(Saved entries)
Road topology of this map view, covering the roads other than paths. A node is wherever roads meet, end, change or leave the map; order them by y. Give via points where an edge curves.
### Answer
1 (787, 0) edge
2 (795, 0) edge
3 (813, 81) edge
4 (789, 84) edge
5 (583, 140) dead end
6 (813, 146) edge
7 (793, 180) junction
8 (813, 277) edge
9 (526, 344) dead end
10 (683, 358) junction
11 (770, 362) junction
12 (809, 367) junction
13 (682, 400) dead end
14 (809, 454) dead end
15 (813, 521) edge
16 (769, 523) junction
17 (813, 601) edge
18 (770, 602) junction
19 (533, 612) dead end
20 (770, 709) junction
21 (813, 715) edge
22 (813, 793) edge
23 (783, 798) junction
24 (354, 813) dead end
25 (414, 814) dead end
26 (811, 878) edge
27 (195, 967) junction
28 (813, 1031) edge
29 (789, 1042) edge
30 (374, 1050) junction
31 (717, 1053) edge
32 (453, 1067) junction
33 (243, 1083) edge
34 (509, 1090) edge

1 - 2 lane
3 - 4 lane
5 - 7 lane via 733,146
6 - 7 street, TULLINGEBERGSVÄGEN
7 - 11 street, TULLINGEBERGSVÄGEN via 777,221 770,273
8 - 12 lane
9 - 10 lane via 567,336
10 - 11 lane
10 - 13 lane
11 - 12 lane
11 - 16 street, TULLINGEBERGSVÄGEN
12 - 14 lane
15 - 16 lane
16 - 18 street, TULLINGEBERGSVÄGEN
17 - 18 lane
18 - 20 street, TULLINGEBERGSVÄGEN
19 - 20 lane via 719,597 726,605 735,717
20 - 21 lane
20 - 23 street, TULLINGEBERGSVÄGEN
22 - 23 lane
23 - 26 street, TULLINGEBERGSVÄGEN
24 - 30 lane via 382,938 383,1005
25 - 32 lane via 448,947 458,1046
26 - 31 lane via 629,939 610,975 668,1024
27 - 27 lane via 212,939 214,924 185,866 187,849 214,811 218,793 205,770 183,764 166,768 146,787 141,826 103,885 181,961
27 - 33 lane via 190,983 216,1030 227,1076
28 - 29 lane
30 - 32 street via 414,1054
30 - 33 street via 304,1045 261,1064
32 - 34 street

| WHAT NEEDS TO BE DONE |
Every entry above should be retyped exactly as shown.

| OUTPUT FOR THIS TASK |
Road topology of this map view, covering the roads other than paths. A node is wherever roads meet, end, change or leave the map; order them by y. Give via points where an edge curves.
### Answer
1 (787, 0) edge
2 (795, 0) edge
3 (813, 81) edge
4 (789, 84) edge
5 (583, 140) dead end
6 (813, 146) edge
7 (793, 180) junction
8 (813, 277) edge
9 (526, 344) dead end
10 (683, 358) junction
11 (770, 362) junction
12 (809, 367) junction
13 (682, 400) dead end
14 (809, 454) dead end
15 (813, 521) edge
16 (769, 523) junction
17 (813, 601) edge
18 (770, 602) junction
19 (533, 612) dead end
20 (770, 709) junction
21 (813, 715) edge
22 (813, 793) edge
23 (783, 798) junction
24 (354, 813) dead end
25 (414, 814) dead end
26 (811, 878) edge
27 (195, 967) junction
28 (813, 1031) edge
29 (789, 1042) edge
30 (374, 1050) junction
31 (717, 1053) edge
32 (453, 1067) junction
33 (243, 1083) edge
34 (509, 1090) edge

1 - 2 lane
3 - 4 lane
5 - 7 lane via 733,146
6 - 7 street, TULLINGEBERGSVÄGEN
7 - 11 street, TULLINGEBERGSVÄGEN via 777,221 770,273
8 - 12 lane
9 - 10 lane via 567,336
10 - 11 lane
10 - 13 lane
11 - 12 lane
11 - 16 street, TULLINGEBERGSVÄGEN
12 - 14 lane
15 - 16 lane
16 - 18 street, TULLINGEBERGSVÄGEN
17 - 18 lane
18 - 20 street, TULLINGEBERGSVÄGEN
19 - 20 lane via 719,597 726,605 735,717
20 - 21 lane
20 - 23 street, TULLINGEBERGSVÄGEN
22 - 23 lane
23 - 26 street, TULLINGEBERGSVÄGEN
24 - 30 lane via 382,938 383,1005
25 - 32 lane via 448,947 458,1046
26 - 31 lane via 629,939 610,975 668,1024
27 - 27 lane via 212,939 214,924 185,866 187,849 214,811 218,793 205,770 183,764 166,768 146,787 141,826 103,885 181,961
27 - 33 lane via 190,983 216,1030 227,1076
28 - 29 lane
30 - 32 street via 414,1054
30 - 33 street via 304,1045 261,1064
32 - 34 street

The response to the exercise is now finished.